(DATASET RECORDS Opens)
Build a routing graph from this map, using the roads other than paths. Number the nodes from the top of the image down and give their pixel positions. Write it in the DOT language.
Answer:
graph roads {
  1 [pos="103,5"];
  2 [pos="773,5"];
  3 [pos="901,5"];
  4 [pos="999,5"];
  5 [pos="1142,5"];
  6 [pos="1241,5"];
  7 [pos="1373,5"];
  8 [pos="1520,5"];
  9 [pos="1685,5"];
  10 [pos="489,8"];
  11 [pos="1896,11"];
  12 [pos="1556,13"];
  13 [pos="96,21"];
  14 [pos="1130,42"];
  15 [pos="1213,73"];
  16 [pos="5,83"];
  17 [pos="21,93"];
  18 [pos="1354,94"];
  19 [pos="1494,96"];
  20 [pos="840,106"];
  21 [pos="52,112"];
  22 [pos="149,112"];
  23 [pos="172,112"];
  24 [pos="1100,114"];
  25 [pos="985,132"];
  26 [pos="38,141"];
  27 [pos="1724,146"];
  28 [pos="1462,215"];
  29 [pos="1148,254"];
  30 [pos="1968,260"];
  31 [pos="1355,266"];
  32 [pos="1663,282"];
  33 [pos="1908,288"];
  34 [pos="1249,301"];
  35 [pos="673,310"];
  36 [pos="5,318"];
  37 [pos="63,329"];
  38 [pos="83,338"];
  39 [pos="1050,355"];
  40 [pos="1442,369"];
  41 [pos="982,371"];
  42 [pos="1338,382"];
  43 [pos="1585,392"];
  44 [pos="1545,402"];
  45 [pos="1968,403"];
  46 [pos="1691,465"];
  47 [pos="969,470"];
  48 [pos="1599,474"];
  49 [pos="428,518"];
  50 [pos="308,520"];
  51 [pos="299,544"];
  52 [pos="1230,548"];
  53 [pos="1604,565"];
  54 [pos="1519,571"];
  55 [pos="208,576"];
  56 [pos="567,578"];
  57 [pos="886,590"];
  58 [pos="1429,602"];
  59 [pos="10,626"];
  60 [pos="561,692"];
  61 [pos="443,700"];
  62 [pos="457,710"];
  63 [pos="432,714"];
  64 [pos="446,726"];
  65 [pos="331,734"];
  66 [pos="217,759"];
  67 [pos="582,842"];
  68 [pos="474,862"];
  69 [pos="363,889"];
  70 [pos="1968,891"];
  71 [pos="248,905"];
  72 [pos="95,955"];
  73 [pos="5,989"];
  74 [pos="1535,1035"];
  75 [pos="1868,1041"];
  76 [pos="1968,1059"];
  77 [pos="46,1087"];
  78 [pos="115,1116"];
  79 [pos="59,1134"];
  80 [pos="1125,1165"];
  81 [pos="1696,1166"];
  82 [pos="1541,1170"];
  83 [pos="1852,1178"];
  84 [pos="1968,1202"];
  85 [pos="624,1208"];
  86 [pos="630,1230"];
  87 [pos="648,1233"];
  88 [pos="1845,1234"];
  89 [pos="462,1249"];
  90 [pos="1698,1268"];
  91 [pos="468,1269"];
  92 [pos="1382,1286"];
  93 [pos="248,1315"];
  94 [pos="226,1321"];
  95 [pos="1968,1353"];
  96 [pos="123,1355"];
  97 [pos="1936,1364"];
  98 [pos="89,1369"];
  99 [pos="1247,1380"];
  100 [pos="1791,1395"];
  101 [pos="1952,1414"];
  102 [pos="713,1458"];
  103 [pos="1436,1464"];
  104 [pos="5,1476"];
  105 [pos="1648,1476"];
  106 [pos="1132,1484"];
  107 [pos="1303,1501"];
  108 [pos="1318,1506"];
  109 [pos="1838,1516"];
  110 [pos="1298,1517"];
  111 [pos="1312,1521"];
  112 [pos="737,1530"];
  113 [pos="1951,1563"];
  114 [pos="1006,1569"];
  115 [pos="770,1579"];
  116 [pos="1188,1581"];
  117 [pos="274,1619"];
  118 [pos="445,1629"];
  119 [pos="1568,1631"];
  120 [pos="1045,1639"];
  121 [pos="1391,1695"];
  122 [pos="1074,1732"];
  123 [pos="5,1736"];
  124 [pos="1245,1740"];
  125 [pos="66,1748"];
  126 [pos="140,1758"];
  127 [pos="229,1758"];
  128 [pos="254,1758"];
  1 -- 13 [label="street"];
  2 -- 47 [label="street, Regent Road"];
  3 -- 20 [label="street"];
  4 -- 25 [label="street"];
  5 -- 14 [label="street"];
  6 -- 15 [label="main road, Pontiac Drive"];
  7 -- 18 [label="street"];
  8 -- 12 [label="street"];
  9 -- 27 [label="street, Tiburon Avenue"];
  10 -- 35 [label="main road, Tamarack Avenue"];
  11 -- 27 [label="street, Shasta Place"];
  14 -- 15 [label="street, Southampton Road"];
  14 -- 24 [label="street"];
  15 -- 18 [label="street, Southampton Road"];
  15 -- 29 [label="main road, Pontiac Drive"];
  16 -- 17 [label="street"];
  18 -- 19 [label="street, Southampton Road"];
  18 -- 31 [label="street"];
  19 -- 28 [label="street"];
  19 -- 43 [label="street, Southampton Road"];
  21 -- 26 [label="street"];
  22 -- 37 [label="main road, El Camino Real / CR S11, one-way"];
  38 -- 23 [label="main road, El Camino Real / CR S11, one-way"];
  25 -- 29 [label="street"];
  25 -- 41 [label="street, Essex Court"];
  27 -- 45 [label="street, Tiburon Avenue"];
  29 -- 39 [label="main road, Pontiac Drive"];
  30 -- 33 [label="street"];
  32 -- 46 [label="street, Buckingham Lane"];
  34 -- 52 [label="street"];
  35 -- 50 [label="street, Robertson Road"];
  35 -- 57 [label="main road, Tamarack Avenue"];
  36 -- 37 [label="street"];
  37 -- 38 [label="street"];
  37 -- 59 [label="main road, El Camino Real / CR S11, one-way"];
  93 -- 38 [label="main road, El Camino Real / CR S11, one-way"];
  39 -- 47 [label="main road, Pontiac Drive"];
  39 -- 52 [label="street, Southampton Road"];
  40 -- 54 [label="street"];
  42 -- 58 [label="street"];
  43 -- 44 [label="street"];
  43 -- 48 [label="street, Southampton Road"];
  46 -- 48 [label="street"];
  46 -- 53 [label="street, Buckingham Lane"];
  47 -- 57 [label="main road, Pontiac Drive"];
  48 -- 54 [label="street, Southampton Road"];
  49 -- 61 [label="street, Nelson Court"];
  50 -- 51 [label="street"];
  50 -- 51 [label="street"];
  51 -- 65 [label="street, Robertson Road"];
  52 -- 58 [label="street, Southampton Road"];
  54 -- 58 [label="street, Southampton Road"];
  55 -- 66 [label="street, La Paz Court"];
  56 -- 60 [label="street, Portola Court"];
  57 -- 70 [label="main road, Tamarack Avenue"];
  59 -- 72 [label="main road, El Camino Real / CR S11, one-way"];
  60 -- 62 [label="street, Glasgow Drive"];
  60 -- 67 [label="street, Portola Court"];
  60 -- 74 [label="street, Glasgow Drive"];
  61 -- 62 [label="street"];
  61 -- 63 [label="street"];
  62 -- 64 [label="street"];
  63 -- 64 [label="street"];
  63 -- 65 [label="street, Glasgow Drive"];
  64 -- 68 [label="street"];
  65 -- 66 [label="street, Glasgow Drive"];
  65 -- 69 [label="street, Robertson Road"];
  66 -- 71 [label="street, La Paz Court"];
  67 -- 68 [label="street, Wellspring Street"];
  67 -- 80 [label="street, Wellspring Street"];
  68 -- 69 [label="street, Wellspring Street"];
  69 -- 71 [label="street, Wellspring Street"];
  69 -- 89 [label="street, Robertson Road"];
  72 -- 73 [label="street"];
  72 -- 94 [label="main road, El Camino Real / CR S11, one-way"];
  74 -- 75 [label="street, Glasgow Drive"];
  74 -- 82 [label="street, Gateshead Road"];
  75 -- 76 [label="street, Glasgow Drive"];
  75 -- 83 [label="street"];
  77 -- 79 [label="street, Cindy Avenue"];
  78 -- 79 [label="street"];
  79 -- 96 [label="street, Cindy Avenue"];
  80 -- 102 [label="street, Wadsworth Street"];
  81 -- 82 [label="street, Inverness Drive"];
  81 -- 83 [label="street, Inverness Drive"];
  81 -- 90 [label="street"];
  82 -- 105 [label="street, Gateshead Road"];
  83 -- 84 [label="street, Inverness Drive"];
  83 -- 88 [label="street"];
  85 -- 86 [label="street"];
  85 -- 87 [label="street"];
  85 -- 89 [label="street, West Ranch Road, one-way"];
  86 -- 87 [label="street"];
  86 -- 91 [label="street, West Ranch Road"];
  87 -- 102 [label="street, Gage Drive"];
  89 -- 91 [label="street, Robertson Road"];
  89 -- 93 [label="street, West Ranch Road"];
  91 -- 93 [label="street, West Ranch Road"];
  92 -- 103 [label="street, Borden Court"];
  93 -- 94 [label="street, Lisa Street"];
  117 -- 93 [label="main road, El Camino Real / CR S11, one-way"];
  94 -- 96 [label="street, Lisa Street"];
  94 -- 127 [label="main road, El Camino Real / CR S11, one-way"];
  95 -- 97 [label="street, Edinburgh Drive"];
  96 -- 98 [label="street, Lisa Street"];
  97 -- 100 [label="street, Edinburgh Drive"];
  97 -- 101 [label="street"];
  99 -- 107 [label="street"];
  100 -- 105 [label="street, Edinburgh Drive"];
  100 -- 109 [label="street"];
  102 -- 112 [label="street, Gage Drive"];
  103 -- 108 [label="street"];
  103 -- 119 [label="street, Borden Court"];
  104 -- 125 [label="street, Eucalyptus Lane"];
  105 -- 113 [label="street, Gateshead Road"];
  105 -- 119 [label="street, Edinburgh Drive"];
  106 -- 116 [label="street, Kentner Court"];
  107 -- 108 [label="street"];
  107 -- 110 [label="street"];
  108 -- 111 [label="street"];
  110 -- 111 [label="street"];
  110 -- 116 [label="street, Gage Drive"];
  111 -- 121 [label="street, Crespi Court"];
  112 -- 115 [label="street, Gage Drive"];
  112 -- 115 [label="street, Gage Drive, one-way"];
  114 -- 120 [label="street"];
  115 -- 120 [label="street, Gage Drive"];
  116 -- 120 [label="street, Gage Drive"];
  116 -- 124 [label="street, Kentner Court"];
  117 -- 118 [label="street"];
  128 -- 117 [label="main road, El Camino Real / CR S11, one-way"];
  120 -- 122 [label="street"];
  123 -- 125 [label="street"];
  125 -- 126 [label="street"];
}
(DATASET RECORDS Closes)
PROBLEM DETAILS:
Where does the string "Kentner" occur in the data above? Copy every line that holds it.

TASK SOLUTION:
  106 -- 116 [label="street, Kentner Court"];
  116 -- 124 [label="street, Kentner Court"];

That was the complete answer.